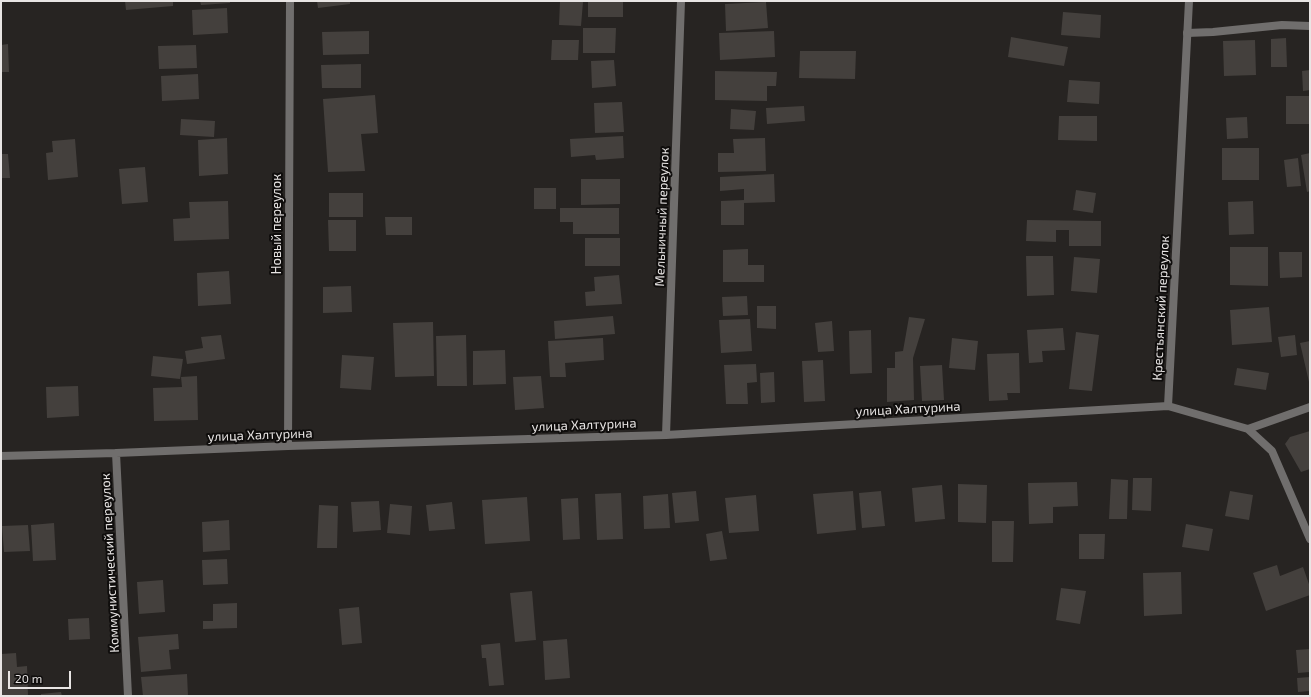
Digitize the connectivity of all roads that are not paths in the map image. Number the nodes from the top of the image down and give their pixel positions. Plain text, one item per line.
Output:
1 (290, 1) edge
2 (681, 1) edge
3 (1189, 1) edge
4 (1310, 26) edge
5 (1187, 33) junction
6 (1168, 406) junction
7 (1310, 407) edge
8 (1248, 429) junction
9 (666, 435) junction
10 (288, 446) junction
11 (116, 453) junction
12 (1, 456) edge
13 (1310, 539) edge
14 (128, 696) edge

1 - 10 street, Новый переулок
2 - 9 street, Мельничный переулок
3 - 5 street, Крестьянский переулок
4 - 5 street
5 - 6 street, Крестьянский переулок
6 - 8 street
6 - 9 street, улица Халтурина
7 - 8 street
8 - 13 street
9 - 10 street, улица Халтурина
10 - 11 street, улица Халтурина
11 - 12 street, улица Халтурина
11 - 14 street, Коммунистический переулок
···
WHAT NEEDS TO BE DONE: Output every record verbatim, skipping images.

YOUR RESPONSE:
Digitize the connectivity of all roads that are not paths in the map image. Number the nodes from the top of the image down and give their pixel positions. Plain text, one item per line.
Output:
1 (290, 1) edge
2 (681, 1) edge
3 (1189, 1) edge
4 (1310, 26) edge
5 (1187, 33) junction
6 (1168, 406) junction
7 (1310, 407) edge
8 (1248, 429) junction
9 (666, 435) junction
10 (288, 446) junction
11 (116, 453) junction
12 (1, 456) edge
13 (1310, 539) edge
14 (128, 696) edge

1 - 10 street, Новый переулок
2 - 9 street, Мельничный переулок
3 - 5 street, Крестьянский переулок
4 - 5 street
5 - 6 street, Крестьянский переулок
6 - 8 street
6 - 9 street, улица Халтурина
7 - 8 street
8 - 13 street
9 - 10 street, улица Халтурина
10 - 11 street, улица Халтурина
11 - 12 street, улица Халтурина
11 - 14 street, Коммунистический переулок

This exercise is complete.